Let’s give credit to Joe Exotic and his former pals at the GW Exotic Animal park. They like to keep things interesting.
Less than a week after being arrested in Gulf Breeze, Florida on murder-for-hire charges, Joe Exotic gave an interview to Briana “Spin The Black Circle” Bailey with The Frontier. Naturally, Joe claims he’s innocent of all charges, and that the whole thing was a big setup orchestrated by enemies, business partners and probably even PETA.
Via The Frontier:
Speaking from a Florida jail cell, Joe Exotic said he was framed in an alleged murder-for hire scheme.
“I’ve been set up and I have four cell phones full of screenshots and text messages to prove it when I get back to Oklahoma,” he said…
Carole Baskin, CEO and Founder of the Florida animal sanctuary Big Cat Rescue—a longtime foe of Joe Exotic—is believed to be Maldonado-Passage’s intended target.
“I’ve been fighting with her in court since 2011. Do I like the lady—obviously not,” Maldonado Passage said. “But If I wanted her dead, wouldn’t I have done it before spending three quarters of a million dollars on legal fees?”
Joe has a point. Had he known in advance he was going to spend so much in legal fees and get stuck with a million-dollar judgement against him, he obviously would have hired someone to kill this lady much sooner. Also, does anyone else feel sorry for the FBI agent who has to scroll through four of Joe Exotic’s old cell phones? They’d better make sure to wear gloves and safety goggles, and seek proper counseling when they are finished.
Maldonado-Passage claims his former business associate, Jeff Lowe, who owns Greater Wynnewood Animal Park, set him up in an FBI sting operation in order to take control of his animals and zoo.
“These charges have been drummed up by three convicted felons to overtake my zoo and get my animals,” he said.
Who cares that 98% of federal indictments turn into convictions or plea deals, or that Joe blew up puppets representing the Big Cat lady and issued threats in videos, or that some Ogle Moles have warned us in the past that Joe was very dangerous and they were fearful of him, I’m going to take Joe’s word on this one.
I’m doing this because…
A) I can.
If some wackos can believe that the moon landing is fake or 9/11 was an inside job, I should be able to believe that a silly pot-smoking country yahoo who
owns operated a tiger zoo and provides branded-condoms to children is innocent of murder for hire charges.
B) This Jeff Lowe guy is almost as entertaining as Joe Exotic.
Give Joe credit. He found a business partner who is almost as weird as he is!
In case you didn’t know, Jeff claims to be the former manager of Evel Knievel and his son, Robbie Knievel.
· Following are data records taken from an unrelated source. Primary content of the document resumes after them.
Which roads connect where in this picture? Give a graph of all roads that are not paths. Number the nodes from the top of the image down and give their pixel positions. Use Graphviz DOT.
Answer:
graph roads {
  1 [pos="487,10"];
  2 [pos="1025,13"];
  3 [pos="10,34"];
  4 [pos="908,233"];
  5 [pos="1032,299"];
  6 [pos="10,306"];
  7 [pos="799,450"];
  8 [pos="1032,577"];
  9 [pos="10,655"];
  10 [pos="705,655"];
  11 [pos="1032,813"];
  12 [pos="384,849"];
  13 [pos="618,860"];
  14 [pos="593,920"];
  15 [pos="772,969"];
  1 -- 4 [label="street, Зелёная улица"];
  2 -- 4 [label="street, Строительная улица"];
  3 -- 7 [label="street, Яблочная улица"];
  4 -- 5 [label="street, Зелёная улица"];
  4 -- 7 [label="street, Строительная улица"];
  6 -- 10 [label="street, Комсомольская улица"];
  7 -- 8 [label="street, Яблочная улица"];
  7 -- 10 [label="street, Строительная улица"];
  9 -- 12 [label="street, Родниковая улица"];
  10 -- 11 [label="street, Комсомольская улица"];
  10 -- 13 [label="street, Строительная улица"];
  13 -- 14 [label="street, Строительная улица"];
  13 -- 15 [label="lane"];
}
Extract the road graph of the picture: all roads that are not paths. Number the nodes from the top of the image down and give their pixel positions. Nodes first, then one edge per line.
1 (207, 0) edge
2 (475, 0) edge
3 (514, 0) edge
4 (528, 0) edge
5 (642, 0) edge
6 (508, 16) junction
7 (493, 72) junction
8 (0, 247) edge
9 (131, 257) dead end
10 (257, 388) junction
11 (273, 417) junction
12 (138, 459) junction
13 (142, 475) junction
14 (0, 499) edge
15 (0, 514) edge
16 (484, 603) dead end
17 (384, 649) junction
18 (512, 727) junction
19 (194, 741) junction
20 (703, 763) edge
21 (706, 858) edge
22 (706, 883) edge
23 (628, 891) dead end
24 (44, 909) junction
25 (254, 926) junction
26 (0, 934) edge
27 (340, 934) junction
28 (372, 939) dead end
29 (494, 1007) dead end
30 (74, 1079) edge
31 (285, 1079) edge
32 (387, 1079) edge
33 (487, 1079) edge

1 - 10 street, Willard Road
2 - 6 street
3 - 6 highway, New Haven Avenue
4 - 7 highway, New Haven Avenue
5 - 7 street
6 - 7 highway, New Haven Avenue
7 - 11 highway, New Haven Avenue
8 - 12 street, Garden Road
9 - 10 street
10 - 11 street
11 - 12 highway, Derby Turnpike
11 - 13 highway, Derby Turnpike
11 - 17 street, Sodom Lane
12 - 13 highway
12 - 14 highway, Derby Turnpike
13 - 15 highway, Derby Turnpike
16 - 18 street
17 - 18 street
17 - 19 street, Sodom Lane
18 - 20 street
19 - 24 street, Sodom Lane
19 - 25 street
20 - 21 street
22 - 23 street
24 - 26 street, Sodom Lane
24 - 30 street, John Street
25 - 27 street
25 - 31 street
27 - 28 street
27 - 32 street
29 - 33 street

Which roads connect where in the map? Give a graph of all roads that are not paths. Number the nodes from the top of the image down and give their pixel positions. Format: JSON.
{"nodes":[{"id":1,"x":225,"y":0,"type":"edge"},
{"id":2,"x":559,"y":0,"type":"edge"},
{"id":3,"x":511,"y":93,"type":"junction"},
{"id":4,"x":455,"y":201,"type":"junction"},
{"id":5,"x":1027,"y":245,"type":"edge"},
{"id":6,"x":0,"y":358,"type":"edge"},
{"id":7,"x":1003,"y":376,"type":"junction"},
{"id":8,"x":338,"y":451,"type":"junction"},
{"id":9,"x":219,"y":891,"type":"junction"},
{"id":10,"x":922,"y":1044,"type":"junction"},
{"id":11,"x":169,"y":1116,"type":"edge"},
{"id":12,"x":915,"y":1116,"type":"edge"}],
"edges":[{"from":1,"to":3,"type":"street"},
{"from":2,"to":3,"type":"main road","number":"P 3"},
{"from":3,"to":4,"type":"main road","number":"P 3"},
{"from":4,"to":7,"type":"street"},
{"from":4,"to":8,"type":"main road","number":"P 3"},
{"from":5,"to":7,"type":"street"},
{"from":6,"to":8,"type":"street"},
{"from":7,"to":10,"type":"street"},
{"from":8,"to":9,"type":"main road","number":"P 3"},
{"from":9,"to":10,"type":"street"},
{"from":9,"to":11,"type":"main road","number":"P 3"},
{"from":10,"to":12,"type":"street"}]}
Just like Joe, Jeff is an eccentric, sex-crazed tiger freak who lives life to its most irresponsible fullest, and sometimes finds himself in hot water over the treatment of tigers and other exotic cats.
Joe and Jeff had a very public fallout over the summer. It resulted in an absurd and way-too-fun-to-observe social media mud-slinging. It went into high gear when Jeff returned from a Facebook suspension in early August. He claimed Joe was talking trash and in some hot water:
Joe apparently responded by sharing screenshots of private message conversations he had with Jeff, including ones where Jeff bragged about living the “Vegas life,” and how he and his wife had 3-4 girls (who look like they may be strippers or escorts) living with them at any given moment.
Jeff is apparently very proud of his “dream” lifestyle, shared a screenshot of Joe’s posts, and accused Joe of stealing $88,000:
Look at that?! Jeff Lowe and Christina Fallin have something in common – they both like beautiful things!
Jeff then turned the tables and shared these photos that were allegedly found on one of Joe’s flash drives:
Wow. That’s grrrrreat! I guess we finally know which band of hooligans ruined the Oklahoma Furry Convention. Now that Joe’s in jail, maybe they can bring it back. This is the last visible post from Jeff’s page:
That’s the final visible Facebook post from Jeff N Lauren’s personal Facebook account. Since then, they’ve been sharing stuff on the official GW Exotic Animal Park page, like this nugget that reveals Shaq is now a business partner:
Yep, Shaq is partnering up with Evel Knievel’s former roadie to save a tiger zoo that was operated and formerly owned by a gun loving, foul-mouthed aspiring politician who was indicted on murder-for-hire charges. Oklahoma sure is a great place.
Anyway, I guess I should probably wrap this up before I find myself inside a liger cage. We’d like to wish Joe Exotic the best of luck proving his innocence. We’d also like to wish Jeff Lowe the best of luck finding new Vegas strippers and sick tiger cubs for his orgies. And most of all, we’d like to give our most sincere condolences to the FBI agents who have to scroll through Joe’s flash drives and four cell phones. You’re in our thoughts and prayers.